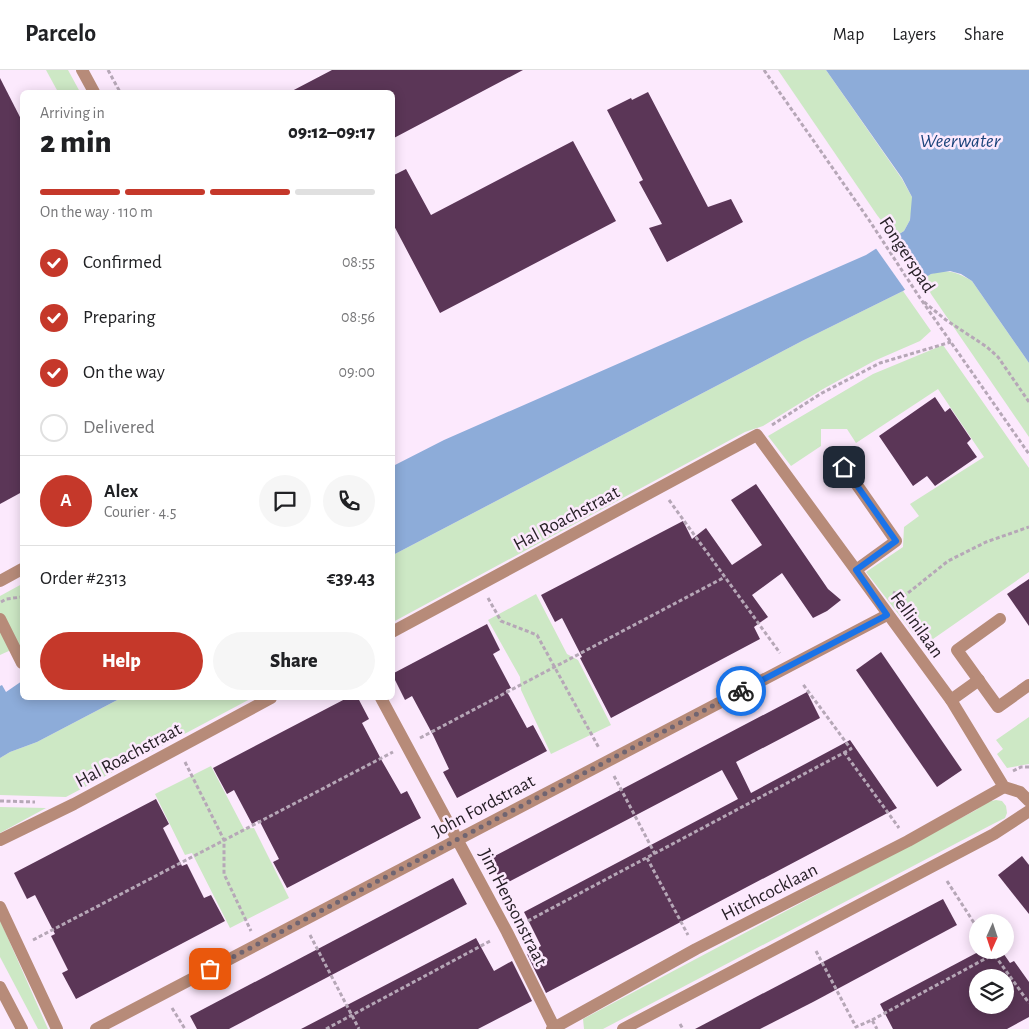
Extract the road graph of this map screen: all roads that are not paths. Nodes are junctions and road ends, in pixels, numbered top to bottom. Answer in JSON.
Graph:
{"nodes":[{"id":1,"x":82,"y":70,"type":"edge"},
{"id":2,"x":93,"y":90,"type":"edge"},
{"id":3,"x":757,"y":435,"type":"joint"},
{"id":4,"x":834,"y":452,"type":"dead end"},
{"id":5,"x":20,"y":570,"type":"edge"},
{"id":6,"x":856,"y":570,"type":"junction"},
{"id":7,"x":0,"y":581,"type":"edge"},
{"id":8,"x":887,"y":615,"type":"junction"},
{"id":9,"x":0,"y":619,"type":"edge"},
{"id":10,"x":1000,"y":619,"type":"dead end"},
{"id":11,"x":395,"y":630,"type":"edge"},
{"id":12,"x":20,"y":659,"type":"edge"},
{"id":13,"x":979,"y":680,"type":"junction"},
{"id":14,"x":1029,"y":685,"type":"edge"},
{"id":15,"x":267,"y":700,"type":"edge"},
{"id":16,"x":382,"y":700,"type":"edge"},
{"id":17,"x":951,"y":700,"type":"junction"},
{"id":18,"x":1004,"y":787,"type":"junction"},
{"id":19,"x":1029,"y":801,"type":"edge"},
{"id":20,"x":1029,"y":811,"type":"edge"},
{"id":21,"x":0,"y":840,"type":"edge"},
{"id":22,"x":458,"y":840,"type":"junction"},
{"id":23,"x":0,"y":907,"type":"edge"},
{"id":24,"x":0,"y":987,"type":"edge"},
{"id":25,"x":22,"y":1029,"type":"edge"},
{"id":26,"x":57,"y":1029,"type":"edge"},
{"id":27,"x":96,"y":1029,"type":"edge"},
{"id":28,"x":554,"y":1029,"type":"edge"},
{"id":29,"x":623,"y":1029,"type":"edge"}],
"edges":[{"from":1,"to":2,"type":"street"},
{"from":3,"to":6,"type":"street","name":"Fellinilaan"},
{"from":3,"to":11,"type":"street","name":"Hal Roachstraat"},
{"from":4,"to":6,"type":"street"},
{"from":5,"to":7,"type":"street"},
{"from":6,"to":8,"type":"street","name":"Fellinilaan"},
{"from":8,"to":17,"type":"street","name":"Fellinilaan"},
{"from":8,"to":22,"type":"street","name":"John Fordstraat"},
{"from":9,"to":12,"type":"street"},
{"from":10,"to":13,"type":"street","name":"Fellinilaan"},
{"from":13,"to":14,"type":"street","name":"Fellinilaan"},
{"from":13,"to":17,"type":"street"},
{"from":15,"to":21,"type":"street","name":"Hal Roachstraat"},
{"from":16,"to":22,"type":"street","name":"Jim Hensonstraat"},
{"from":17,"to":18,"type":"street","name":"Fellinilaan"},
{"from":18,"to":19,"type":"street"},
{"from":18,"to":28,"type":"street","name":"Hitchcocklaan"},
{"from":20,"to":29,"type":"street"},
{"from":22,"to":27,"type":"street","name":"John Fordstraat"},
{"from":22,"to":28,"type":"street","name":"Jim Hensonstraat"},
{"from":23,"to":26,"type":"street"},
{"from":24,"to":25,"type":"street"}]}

> **What is required**: All lines in the records above with "dead" need to be found and copied.

> **Completed task**:
{"id":4,"x":834,"y":452,"type":"dead end"},
{"id":10,"x":1000,"y":619,"type":"dead end"},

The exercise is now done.